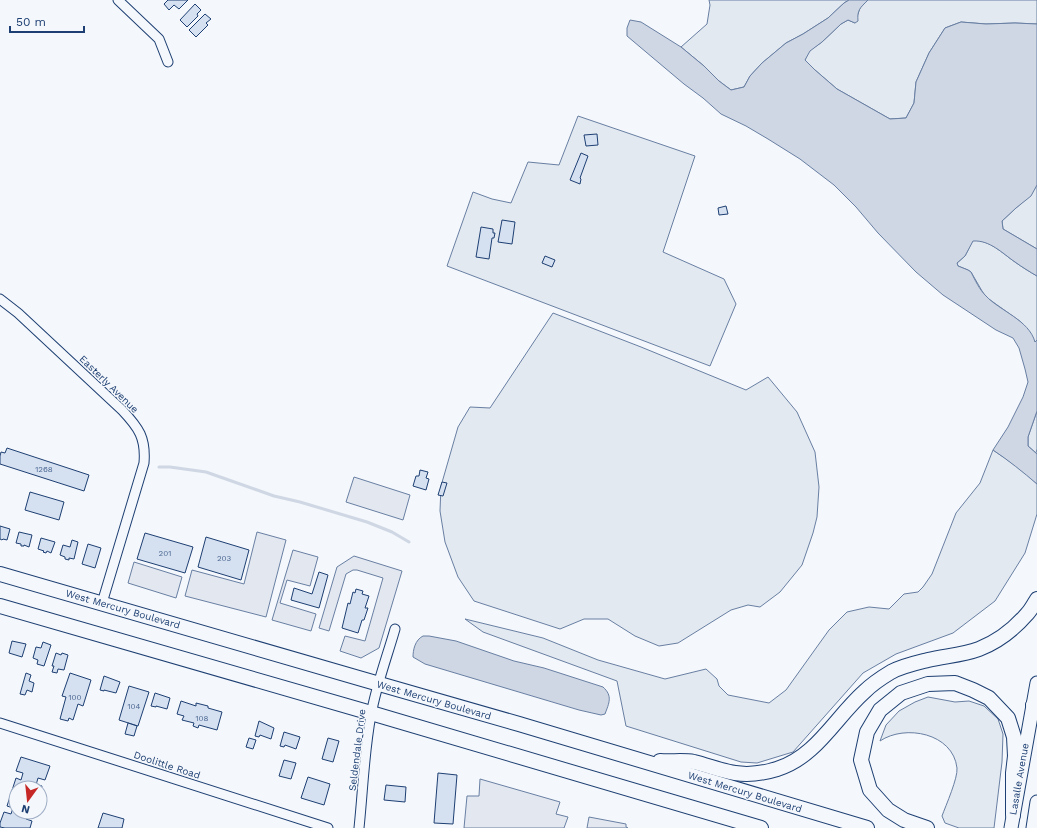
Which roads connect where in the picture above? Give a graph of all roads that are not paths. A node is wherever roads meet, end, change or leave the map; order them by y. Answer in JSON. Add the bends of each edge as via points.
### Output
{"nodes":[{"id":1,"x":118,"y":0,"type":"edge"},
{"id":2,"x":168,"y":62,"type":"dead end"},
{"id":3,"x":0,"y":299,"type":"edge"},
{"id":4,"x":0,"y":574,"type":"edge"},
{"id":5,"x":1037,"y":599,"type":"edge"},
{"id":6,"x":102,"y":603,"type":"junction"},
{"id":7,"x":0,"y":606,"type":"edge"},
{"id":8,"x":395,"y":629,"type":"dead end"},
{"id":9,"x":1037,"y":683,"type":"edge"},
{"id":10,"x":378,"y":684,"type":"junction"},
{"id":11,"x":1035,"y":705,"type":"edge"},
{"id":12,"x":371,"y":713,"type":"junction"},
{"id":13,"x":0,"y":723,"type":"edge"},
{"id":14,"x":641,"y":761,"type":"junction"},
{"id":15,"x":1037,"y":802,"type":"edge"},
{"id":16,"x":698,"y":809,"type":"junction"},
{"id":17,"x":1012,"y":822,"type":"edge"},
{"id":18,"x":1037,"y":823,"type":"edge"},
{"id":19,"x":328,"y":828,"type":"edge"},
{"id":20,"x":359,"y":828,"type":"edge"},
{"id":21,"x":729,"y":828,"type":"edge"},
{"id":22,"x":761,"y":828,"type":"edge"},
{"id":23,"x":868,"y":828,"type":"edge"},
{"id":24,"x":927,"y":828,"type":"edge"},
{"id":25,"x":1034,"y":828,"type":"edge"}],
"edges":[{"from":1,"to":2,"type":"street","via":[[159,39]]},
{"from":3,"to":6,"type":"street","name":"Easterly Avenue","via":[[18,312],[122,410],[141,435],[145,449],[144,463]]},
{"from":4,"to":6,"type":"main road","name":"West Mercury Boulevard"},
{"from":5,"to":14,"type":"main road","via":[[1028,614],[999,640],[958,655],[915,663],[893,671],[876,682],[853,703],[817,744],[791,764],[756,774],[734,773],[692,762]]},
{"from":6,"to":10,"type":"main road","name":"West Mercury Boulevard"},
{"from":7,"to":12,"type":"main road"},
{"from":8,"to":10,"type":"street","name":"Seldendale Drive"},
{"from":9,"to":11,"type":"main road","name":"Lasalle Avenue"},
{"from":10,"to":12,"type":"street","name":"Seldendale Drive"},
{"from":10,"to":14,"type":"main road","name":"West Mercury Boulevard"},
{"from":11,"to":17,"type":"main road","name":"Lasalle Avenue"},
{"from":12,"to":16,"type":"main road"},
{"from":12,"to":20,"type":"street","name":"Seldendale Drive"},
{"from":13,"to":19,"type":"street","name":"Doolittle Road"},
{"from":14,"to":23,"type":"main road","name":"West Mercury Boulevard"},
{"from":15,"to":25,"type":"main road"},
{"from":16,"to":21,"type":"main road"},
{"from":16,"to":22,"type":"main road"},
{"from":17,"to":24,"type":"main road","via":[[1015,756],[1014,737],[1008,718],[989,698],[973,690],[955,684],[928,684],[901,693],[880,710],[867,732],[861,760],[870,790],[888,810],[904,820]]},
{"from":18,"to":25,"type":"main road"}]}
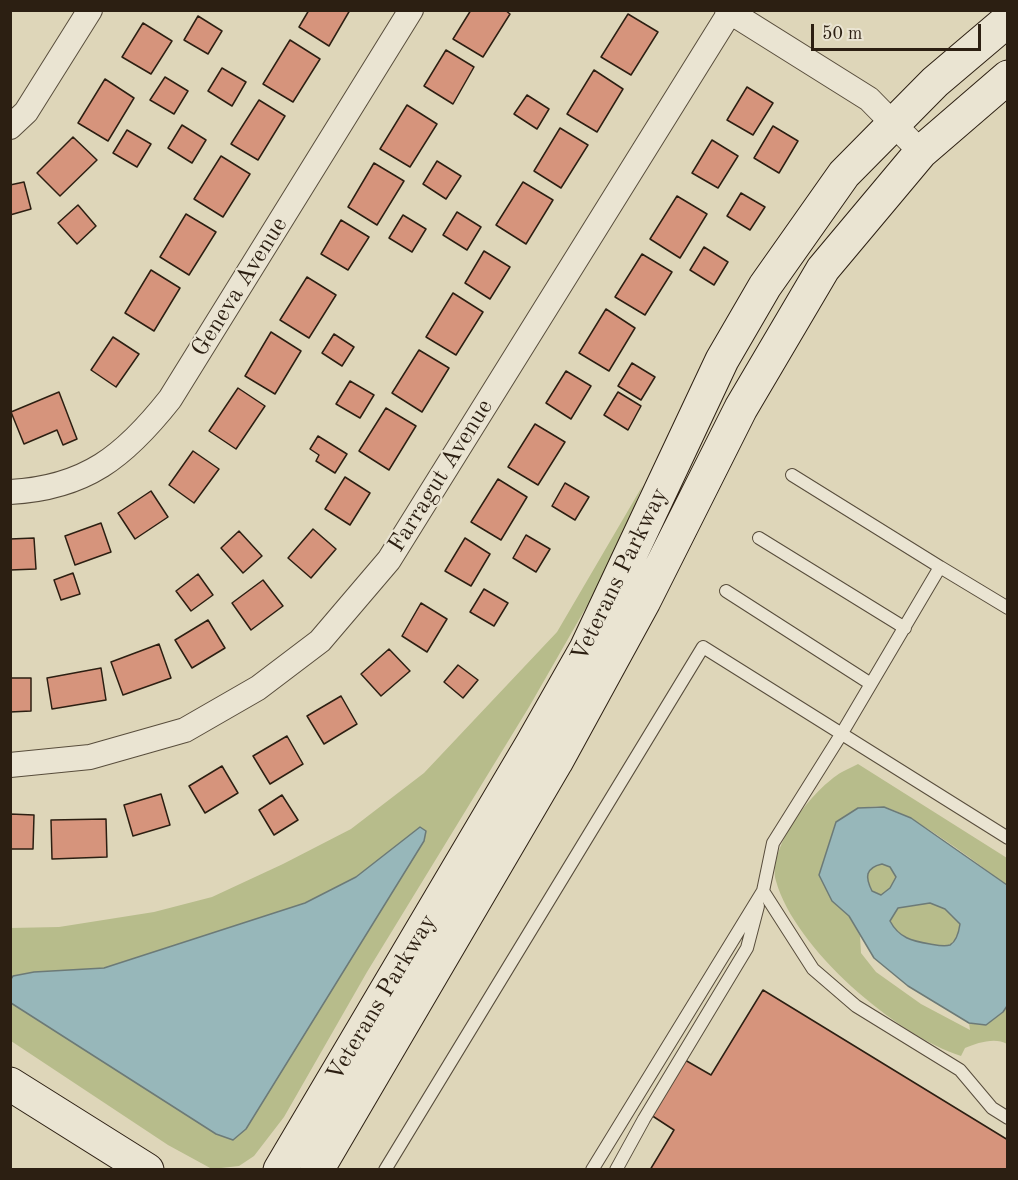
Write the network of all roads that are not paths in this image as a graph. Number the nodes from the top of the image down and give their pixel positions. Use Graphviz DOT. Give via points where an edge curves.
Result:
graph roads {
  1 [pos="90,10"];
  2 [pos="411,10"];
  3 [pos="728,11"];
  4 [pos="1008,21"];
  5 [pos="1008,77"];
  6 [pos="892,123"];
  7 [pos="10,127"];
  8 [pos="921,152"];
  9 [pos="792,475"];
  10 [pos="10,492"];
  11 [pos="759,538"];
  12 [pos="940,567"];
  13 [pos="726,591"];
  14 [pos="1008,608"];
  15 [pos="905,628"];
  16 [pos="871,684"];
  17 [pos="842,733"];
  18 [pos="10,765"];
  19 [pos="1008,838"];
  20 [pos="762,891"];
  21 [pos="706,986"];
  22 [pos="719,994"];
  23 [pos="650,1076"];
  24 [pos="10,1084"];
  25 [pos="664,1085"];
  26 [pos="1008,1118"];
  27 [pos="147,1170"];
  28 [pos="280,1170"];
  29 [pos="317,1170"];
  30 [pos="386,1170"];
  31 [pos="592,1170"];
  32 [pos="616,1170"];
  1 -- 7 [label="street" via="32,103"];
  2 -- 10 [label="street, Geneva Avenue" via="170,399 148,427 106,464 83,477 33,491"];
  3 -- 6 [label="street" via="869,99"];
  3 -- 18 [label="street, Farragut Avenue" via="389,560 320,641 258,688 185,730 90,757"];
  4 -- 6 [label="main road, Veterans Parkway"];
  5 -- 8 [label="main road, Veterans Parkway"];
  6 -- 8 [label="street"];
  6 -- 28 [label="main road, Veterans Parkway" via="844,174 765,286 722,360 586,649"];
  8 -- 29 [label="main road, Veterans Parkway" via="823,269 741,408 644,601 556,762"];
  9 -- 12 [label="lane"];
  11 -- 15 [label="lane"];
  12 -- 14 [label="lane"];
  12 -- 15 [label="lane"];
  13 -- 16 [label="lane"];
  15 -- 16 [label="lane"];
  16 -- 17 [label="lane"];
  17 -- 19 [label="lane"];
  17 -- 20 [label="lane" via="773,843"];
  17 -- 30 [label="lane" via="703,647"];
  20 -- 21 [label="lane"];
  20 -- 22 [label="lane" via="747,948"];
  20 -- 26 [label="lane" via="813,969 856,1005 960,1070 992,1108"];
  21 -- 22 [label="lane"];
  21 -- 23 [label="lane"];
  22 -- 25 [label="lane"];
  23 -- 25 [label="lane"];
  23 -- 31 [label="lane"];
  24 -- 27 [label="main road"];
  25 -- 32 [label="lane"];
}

----------------

## Task directions
"Veterans" is the string to look for; please copy every line of the records above where it appears.

## Solution to the exercise
  4 -- 6 [label="main road, Veterans Parkway"];
  5 -- 8 [label="main road, Veterans Parkway"];
  6 -- 28 [label="main road, Veterans Parkway" via="844,174 765,286 722,360 586,649"];
  8 -- 29 [label="main road, Veterans Parkway" via="823,269 741,408 644,601 556,762"];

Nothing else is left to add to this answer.